Electronic structure and spectroscopy of "superoxidized" iron centers in model systems: theoretical and experimental trends.

Recent advances in synthetic chemistry have led to the discovery of "superoxidized" iron centers with valencies Fe(v) and Fe(vi) [K. Meyer et al., J. Am. Chem. Soc., 1999, 121, 4859-4876; J. F. Berry et al., Science, 2006, 312, 1937-1941; F. T. de Oliveira et al., Science, 2007, 315, 835-838.]. Furthermore, in recent years a number of high-valent Fe(iv) species have been found as reaction intermediates in metalloenzymes and have also been characterized in model systems [C. Krebs et al., Acc. Chem. Res., 2007, 40, 484-492; L. Que, Jr, Acc. Chem. Res., 2007, 40, 493-500.]. These species are almost invariably stabilized by a highly basic ligand X(n-) which is either O(2-) or N(3-). The differences in structure and bonding between oxo- and nitrido species as a function of oxidation state and their consequences on the observable spectroscopic properties have never been carefully assessed.
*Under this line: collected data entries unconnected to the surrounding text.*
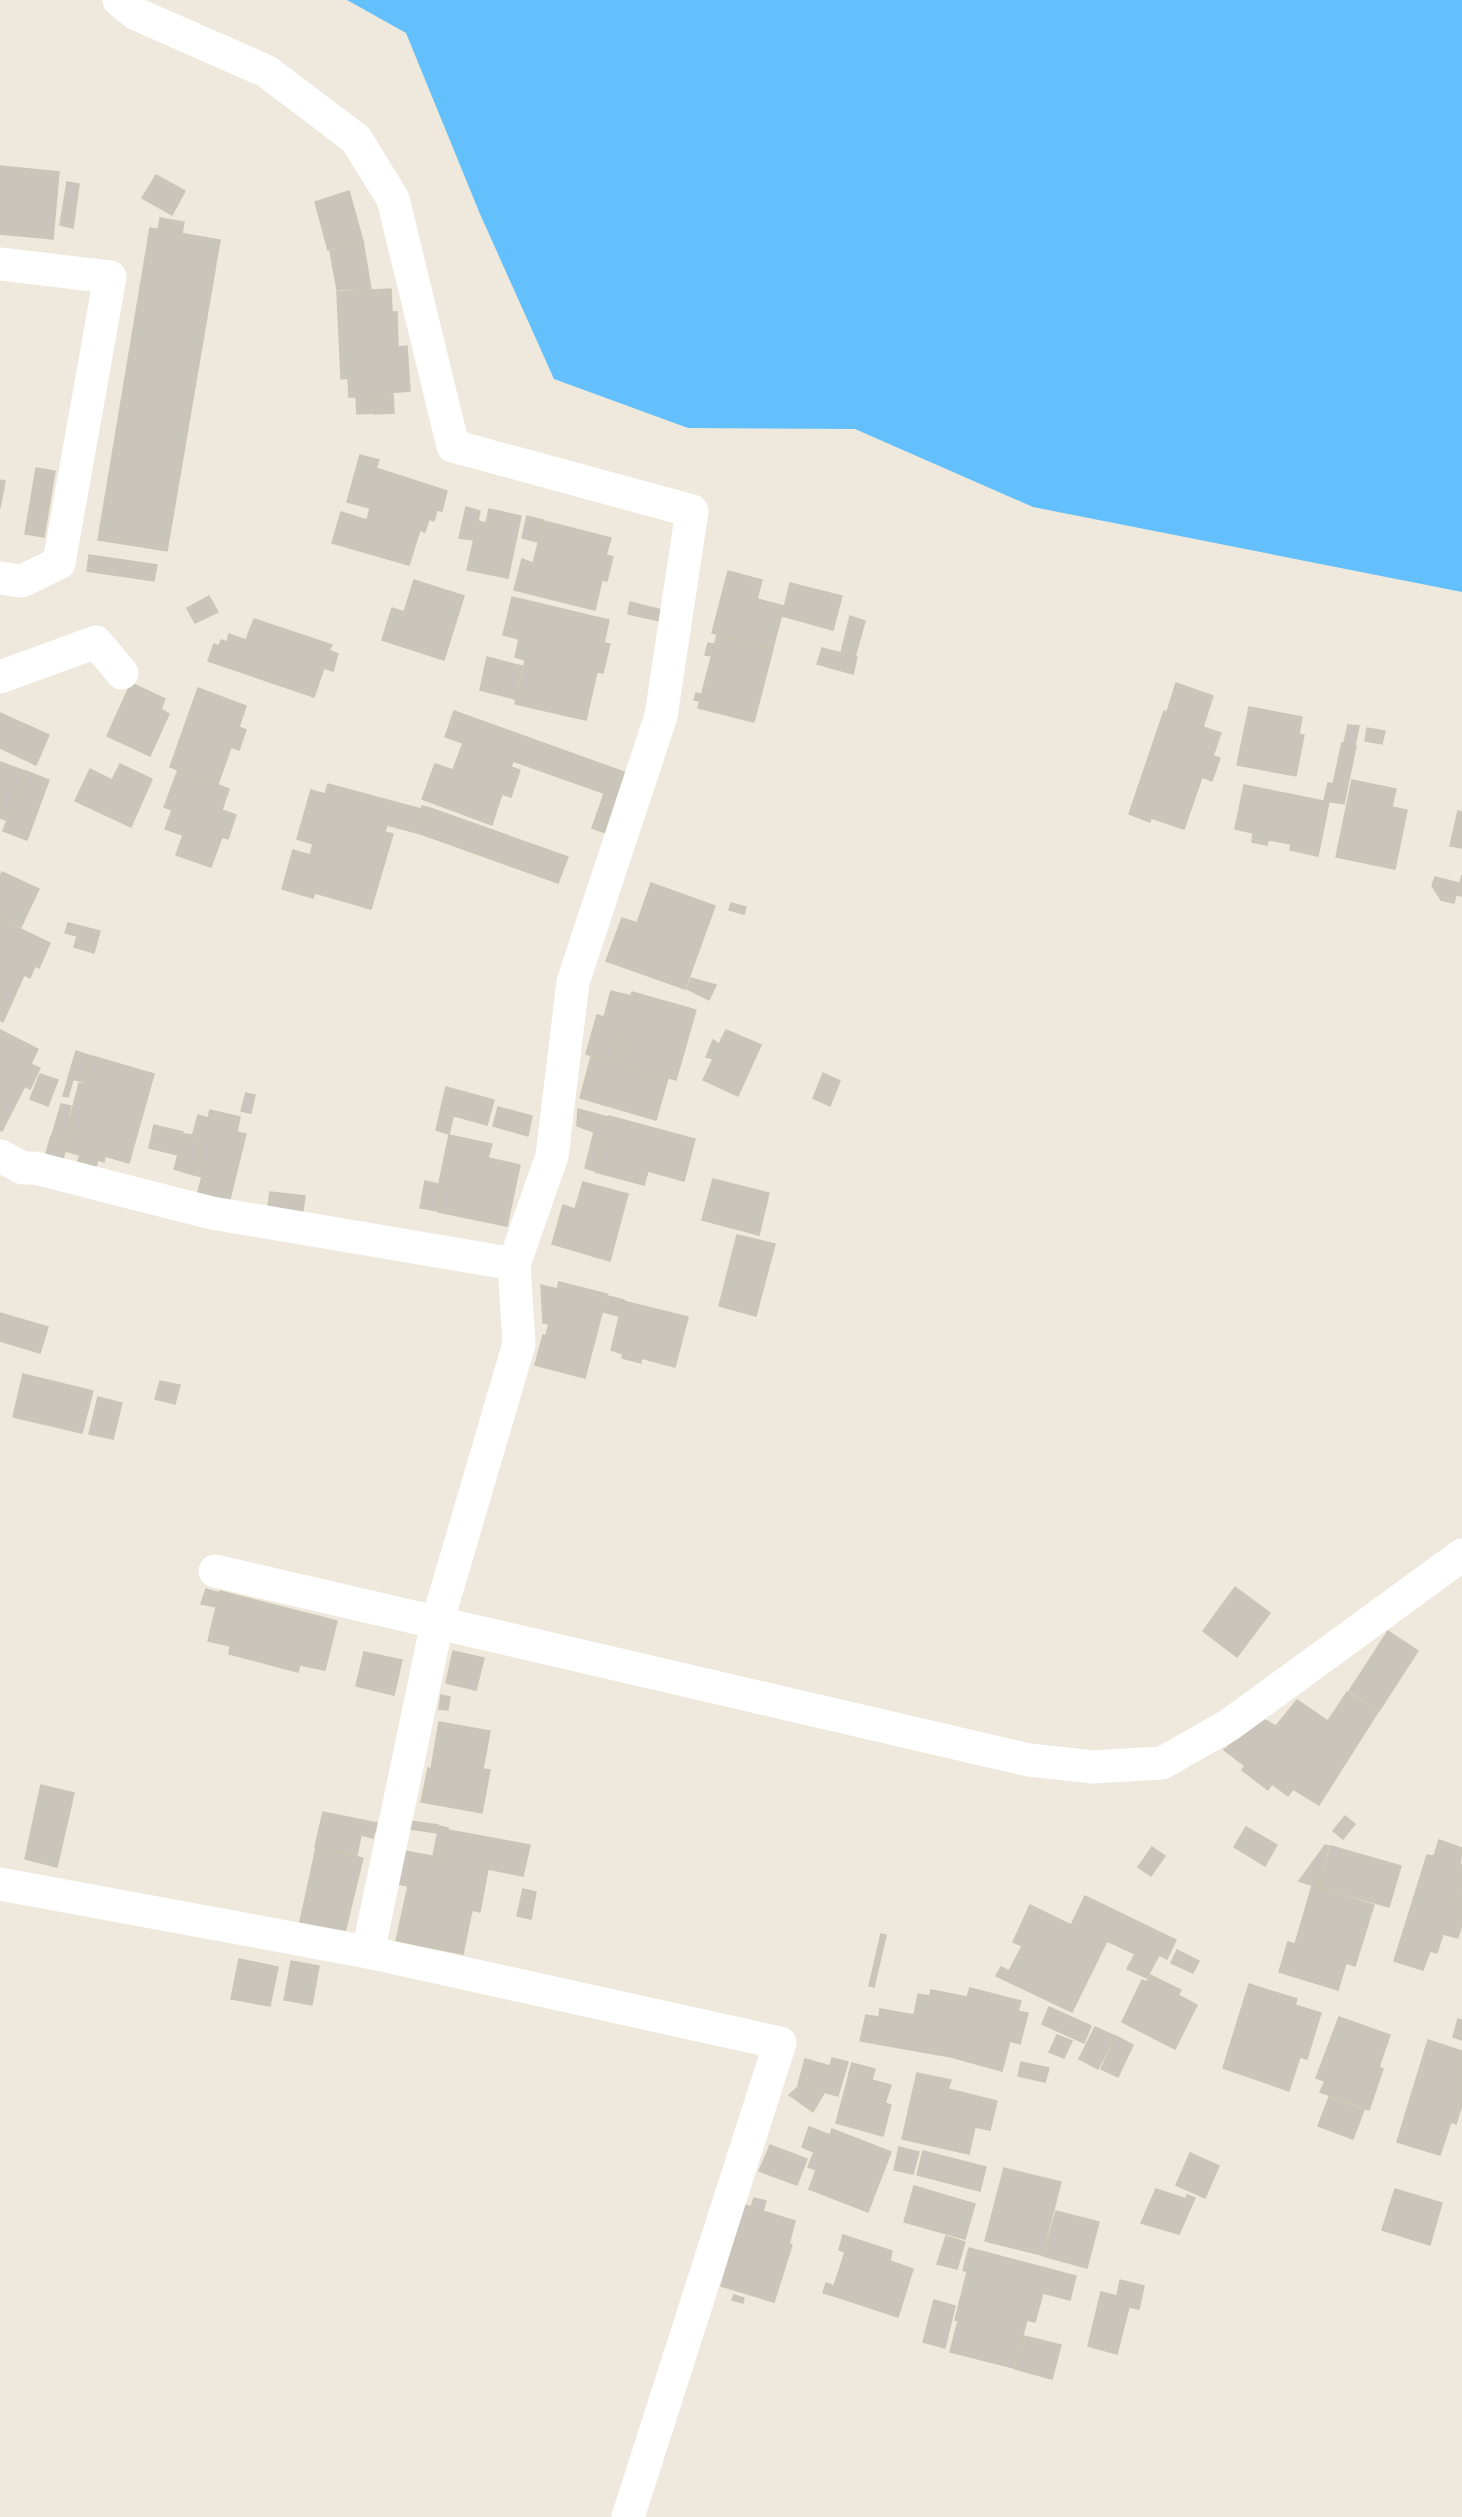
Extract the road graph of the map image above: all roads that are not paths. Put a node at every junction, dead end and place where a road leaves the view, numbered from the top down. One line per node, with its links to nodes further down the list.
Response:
1 (119, 0): 7 (street)
2 (0, 264): 3 (street)
3 (0, 578)
4 (122, 673): 5 (street)
5 (0, 677)
6 (0, 1156): 7 (street)
7 (514, 1264): 10 (street)
8 (1462, 1555): 10 (street)
9 (215, 1571): 10 (street)
10 (437, 1623): 12 (street)
11 (0, 1884): 12 (street)
12 (368, 1952): 13 (street)
13 (628, 2517)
Hence, fundamental differences between high-valent iron complexes having either Fe=O or Fe=N multiple bonds have been probed computationally in this work in a series of hypothetical trans-FeO(NH(3))(4)OH (1-3) and trans-FeN(NH(3))(4)OH (4-6) complexes. All computational properties are permeated by the intrinsically more covalent character of the Fe=N multiple bond as compared to the Fe=O bond. This difference is likely due to differences in Z* between N and O that allow for better orbital overlap to occur in the case of the Fe=N multiple bond. Spin-state energetics were addressed using elaborate multireference ab initio computations that show that all species 1-6 have an intrinsic preference for the low-spin state, except in the case of 1 in which S=1 and S=2 states are very close in energy. In addition to Mössbauer parameters, g-tensors, zero-field splitting and iron hyperfine couplings, X-ray absorption Fe K pre-edge spectra have been simulated using time-dependent DFT methods for the first time for a series of compounds spanning the high-valent states +4, +5, and +6 for iron. A remarkably good correlation of these simulated pre-edge features with experimental data on isolated high-valent intermediates has been found, allowing us to assign the main pre-edge features to excitations into the empty Fe d(z(2)) orbital, which is able to mix with Fe 4p(z), allowing an efficient mechanism for the intensification of pre-edge features.